Opened in 1937, the Golden Gate Bridge links the headlands of the San Francisco and Marin peninsulas and is perhaps most famous landmark of San Francisco. The single-suspension span is anchored by two towers reaching a height of 746 feet (227 meters) and was once taller than any of the city's buildings. Two cables, each 7,650 feet (2,332 meters) long, support the suspended roadway. Together, they contain 80,000 miles (129,000 kilometers) of galvanized steel wire.
This constellation symbolizes the important contributions of California scientists to the Fermi mission. The SLAC National Accelerator Laboratory, operated by Stanford University, managed the development of Fermi's Large Area Telescope (LAT), made important contributions to all the electronics critical to measuring the properties of gamma rays, and integrated the instrument from hardware fabricated at facilities around the world. SLAC also runs the Instrument Science Operations Center, which processes LAT data. The University of California, Santa Cruz, team led the development of low-power electronics and the particle tracker that forms the heart of the LAT.
Through the detection of gamma rays, Fermi provides scientists with a tool to explore the importance of several different mechanisms for accelerating subatomic particles to near the speed of light. One place where this occurs is in shock waves produced by a variety of astrophysical phenomena, including jets powered by monster black holes, gamma-ray bursts, supernova remnants and more. Whenever randomly wandering particles cross a shock wave, they gain a small amount of the shock's energy and move a little faster. Particles that happen to do this many, many times become accelerated to extremely high energies, reaching speeds comparable to the speed of light.

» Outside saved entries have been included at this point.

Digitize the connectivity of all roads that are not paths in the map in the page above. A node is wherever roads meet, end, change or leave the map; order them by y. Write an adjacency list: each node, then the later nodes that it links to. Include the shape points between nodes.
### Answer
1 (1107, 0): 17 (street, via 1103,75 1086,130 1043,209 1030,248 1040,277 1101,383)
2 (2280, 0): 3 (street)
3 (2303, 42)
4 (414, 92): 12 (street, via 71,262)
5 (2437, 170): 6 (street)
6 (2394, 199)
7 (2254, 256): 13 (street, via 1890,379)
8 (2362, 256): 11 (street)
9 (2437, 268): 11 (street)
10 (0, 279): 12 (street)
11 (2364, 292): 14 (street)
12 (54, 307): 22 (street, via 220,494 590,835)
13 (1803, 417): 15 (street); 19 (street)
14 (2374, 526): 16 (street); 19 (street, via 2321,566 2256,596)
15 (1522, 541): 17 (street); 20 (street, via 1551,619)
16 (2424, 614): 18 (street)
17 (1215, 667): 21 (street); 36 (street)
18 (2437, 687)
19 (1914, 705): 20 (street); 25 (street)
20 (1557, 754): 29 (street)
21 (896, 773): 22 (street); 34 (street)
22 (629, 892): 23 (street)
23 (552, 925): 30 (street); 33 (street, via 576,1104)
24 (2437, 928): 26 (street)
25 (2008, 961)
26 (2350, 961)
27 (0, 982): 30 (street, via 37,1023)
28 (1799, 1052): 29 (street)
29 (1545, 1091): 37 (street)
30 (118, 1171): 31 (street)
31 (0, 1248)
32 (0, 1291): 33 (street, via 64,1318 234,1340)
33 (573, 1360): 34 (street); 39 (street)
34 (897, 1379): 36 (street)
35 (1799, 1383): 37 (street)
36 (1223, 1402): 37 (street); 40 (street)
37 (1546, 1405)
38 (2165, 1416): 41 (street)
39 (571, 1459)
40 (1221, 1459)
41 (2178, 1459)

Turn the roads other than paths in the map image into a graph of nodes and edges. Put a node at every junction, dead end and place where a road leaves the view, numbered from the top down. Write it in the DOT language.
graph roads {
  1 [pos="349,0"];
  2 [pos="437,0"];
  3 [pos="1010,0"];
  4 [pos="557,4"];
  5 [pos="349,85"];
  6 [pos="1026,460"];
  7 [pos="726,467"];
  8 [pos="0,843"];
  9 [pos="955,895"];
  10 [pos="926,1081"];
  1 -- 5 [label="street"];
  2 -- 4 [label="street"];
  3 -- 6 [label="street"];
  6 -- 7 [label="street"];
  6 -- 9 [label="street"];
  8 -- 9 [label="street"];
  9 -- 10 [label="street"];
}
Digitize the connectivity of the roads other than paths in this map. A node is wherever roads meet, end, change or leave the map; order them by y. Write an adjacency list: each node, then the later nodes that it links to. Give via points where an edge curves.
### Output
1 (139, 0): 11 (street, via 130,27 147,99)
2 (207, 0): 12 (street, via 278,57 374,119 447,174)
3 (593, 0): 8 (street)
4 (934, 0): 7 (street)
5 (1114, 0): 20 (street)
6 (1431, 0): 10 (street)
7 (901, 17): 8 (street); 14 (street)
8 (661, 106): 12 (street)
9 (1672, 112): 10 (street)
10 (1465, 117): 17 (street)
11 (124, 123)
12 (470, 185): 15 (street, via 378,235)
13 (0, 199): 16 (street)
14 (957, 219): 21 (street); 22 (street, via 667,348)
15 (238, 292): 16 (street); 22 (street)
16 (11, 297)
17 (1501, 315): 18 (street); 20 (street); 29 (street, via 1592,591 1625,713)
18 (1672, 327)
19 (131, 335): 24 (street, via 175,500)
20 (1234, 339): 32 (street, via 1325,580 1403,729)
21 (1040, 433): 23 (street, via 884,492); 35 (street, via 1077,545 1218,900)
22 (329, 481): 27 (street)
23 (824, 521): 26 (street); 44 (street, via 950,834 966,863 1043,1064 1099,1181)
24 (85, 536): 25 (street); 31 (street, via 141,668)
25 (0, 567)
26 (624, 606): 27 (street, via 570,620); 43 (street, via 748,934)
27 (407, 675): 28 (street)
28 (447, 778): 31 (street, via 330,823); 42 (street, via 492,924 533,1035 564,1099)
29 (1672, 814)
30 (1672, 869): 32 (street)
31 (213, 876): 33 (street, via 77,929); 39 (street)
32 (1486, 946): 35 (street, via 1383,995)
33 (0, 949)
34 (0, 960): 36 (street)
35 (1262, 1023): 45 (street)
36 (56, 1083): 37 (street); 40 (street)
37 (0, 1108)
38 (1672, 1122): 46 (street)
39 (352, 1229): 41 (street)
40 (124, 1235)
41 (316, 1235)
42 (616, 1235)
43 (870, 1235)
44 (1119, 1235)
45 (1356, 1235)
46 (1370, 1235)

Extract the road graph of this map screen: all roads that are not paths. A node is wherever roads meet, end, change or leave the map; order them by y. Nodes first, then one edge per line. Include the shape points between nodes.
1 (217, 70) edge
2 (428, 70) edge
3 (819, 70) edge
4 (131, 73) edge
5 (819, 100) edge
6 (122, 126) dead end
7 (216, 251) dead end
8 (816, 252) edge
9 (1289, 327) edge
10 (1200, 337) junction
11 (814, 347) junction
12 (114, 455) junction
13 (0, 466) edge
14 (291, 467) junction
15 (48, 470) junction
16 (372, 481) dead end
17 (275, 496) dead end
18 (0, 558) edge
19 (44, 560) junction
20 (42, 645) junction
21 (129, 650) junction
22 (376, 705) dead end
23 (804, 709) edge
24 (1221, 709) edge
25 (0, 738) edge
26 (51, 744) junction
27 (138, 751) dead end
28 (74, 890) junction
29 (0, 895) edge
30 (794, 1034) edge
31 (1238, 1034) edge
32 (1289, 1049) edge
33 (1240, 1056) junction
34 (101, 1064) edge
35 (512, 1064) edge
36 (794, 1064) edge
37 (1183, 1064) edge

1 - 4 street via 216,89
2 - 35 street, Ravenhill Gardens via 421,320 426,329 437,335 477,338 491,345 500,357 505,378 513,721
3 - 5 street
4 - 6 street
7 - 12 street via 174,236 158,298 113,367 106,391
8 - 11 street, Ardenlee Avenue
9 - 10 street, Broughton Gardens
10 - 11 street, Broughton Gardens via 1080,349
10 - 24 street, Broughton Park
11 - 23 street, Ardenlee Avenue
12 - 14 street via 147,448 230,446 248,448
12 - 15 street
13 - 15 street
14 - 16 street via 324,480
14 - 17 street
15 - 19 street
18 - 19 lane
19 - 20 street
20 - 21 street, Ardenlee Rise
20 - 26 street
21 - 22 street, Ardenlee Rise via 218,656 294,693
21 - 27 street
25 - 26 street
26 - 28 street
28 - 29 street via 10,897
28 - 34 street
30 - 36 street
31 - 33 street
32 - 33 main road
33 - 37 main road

Particles can be accelerated in other ways, too. In pulsars, large electric fields can accelerate electrons, protons and nuclei in much the same way that terrestrial particle accelerators, such SLAC's, ramp up particle speeds. But pulsars can accelerate electrons to energies hundreds of times greater than the SLAC accelerator.
Another mechanism for particle acceleration is known as magnetic reconnection. Whenever powerful magnetic fields become entangled, they may undergo an abrupt reconfiguration to a lower-energy state. This releases a vast amount of energy into surrounding particles. Magnetic reconnection occurs when the Sun produces solar flares, and it may also be at work in active galaxies and supernova remnants.
Regardless of how they became accelerated, high-energy protons, electrons, and nuclei can escape into interstellar and even intergalactic space, where they become cosmic rays, or they can interact with magnetic fields, gas, or starlight to produce gamma rays observed by Fermi.